DATA SUPPLIED section start
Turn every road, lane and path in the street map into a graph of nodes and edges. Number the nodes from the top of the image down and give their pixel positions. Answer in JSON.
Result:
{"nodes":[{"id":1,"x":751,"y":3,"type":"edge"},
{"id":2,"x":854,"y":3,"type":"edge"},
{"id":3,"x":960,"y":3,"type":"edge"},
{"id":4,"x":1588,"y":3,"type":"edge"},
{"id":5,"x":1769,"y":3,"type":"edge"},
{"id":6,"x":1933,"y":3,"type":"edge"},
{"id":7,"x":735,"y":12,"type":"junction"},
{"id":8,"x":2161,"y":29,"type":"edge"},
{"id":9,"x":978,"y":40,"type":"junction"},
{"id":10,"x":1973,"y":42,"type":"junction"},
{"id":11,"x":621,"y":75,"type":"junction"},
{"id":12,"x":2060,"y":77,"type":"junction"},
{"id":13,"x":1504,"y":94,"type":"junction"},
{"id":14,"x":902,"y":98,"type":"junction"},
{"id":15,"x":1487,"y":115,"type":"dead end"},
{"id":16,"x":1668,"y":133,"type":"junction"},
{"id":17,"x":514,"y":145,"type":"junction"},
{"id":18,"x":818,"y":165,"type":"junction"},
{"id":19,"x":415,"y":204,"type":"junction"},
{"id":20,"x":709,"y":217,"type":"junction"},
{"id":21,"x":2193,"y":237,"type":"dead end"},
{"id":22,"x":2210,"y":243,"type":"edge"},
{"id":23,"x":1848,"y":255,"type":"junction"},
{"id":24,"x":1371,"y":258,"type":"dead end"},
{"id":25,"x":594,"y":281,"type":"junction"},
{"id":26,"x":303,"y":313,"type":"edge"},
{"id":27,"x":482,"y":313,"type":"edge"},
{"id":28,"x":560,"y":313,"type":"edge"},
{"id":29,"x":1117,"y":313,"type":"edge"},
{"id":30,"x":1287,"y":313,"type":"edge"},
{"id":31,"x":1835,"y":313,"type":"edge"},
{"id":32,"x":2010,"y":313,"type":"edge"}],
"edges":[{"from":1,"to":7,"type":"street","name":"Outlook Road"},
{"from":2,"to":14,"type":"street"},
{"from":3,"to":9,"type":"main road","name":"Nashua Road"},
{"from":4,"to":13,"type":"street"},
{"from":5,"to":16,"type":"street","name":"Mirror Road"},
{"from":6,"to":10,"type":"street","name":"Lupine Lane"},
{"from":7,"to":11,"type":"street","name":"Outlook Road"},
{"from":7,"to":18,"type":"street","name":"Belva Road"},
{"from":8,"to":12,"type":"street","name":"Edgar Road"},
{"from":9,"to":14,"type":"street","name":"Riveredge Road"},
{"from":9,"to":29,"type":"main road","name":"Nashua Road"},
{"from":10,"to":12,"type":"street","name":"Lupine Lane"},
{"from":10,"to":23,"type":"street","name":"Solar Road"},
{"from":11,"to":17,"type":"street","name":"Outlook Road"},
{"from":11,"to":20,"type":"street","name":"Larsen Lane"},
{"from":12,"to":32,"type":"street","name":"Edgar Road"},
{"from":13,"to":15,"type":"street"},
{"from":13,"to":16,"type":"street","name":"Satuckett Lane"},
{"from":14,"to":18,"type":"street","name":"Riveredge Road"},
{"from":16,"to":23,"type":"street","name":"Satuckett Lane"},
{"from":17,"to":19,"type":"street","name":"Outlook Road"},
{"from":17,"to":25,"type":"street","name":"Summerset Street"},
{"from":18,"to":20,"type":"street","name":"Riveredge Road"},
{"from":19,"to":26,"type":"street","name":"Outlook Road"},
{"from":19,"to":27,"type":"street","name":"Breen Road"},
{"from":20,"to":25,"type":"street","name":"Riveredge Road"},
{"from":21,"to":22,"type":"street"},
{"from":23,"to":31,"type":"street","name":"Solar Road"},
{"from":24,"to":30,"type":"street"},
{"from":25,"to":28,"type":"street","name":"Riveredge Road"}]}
DATA SUPPLIED section end
* EXERCISE DETAILS
Set down each entry above again exactly as it reads.

* RESPONSE
Turn every road, lane and path in the street map into a graph of nodes and edges. Number the nodes from the top of the image down and give their pixel positions. Answer in JSON.
Result:
{"nodes":[{"id":1,"x":751,"y":3,"type":"edge"},
{"id":2,"x":854,"y":3,"type":"edge"},
{"id":3,"x":960,"y":3,"type":"edge"},
{"id":4,"x":1588,"y":3,"type":"edge"},
{"id":5,"x":1769,"y":3,"type":"edge"},
{"id":6,"x":1933,"y":3,"type":"edge"},
{"id":7,"x":735,"y":12,"type":"junction"},
{"id":8,"x":2161,"y":29,"type":"edge"},
{"id":9,"x":978,"y":40,"type":"junction"},
{"id":10,"x":1973,"y":42,"type":"junction"},
{"id":11,"x":621,"y":75,"type":"junction"},
{"id":12,"x":2060,"y":77,"type":"junction"},
{"id":13,"x":1504,"y":94,"type":"junction"},
{"id":14,"x":902,"y":98,"type":"junction"},
{"id":15,"x":1487,"y":115,"type":"dead end"},
{"id":16,"x":1668,"y":133,"type":"junction"},
{"id":17,"x":514,"y":145,"type":"junction"},
{"id":18,"x":818,"y":165,"type":"junction"},
{"id":19,"x":415,"y":204,"type":"junction"},
{"id":20,"x":709,"y":217,"type":"junction"},
{"id":21,"x":2193,"y":237,"type":"dead end"},
{"id":22,"x":2210,"y":243,"type":"edge"},
{"id":23,"x":1848,"y":255,"type":"junction"},
{"id":24,"x":1371,"y":258,"type":"dead end"},
{"id":25,"x":594,"y":281,"type":"junction"},
{"id":26,"x":303,"y":313,"type":"edge"},
{"id":27,"x":482,"y":313,"type":"edge"},
{"id":28,"x":560,"y":313,"type":"edge"},
{"id":29,"x":1117,"y":313,"type":"edge"},
{"id":30,"x":1287,"y":313,"type":"edge"},
{"id":31,"x":1835,"y":313,"type":"edge"},
{"id":32,"x":2010,"y":313,"type":"edge"}],
"edges":[{"from":1,"to":7,"type":"street","name":"Outlook Road"},
{"from":2,"to":14,"type":"street"},
{"from":3,"to":9,"type":"main road","name":"Nashua Road"},
{"from":4,"to":13,"type":"street"},
{"from":5,"to":16,"type":"street","name":"Mirror Road"},
{"from":6,"to":10,"type":"street","name":"Lupine Lane"},
{"from":7,"to":11,"type":"street","name":"Outlook Road"},
{"from":7,"to":18,"type":"street","name":"Belva Road"},
{"from":8,"to":12,"type":"street","name":"Edgar Road"},
{"from":9,"to":14,"type":"street","name":"Riveredge Road"},
{"from":9,"to":29,"type":"main road","name":"Nashua Road"},
{"from":10,"to":12,"type":"street","name":"Lupine Lane"},
{"from":10,"to":23,"type":"street","name":"Solar Road"},
{"from":11,"to":17,"type":"street","name":"Outlook Road"},
{"from":11,"to":20,"type":"street","name":"Larsen Lane"},
{"from":12,"to":32,"type":"street","name":"Edgar Road"},
{"from":13,"to":15,"type":"street"},
{"from":13,"to":16,"type":"street","name":"Satuckett Lane"},
{"from":14,"to":18,"type":"street","name":"Riveredge Road"},
{"from":16,"to":23,"type":"street","name":"Satuckett Lane"},
{"from":17,"to":19,"type":"street","name":"Outlook Road"},
{"from":17,"to":25,"type":"street","name":"Summerset Street"},
{"from":18,"to":20,"type":"street","name":"Riveredge Road"},
{"from":19,"to":26,"type":"street","name":"Outlook Road"},
{"from":19,"to":27,"type":"street","name":"Breen Road"},
{"from":20,"to":25,"type":"street","name":"Riveredge Road"},
{"from":21,"to":22,"type":"street"},
{"from":23,"to":31,"type":"street","name":"Solar Road"},
{"from":24,"to":30,"type":"street"},
{"from":25,"to":28,"type":"street","name":"Riveredge Road"}]}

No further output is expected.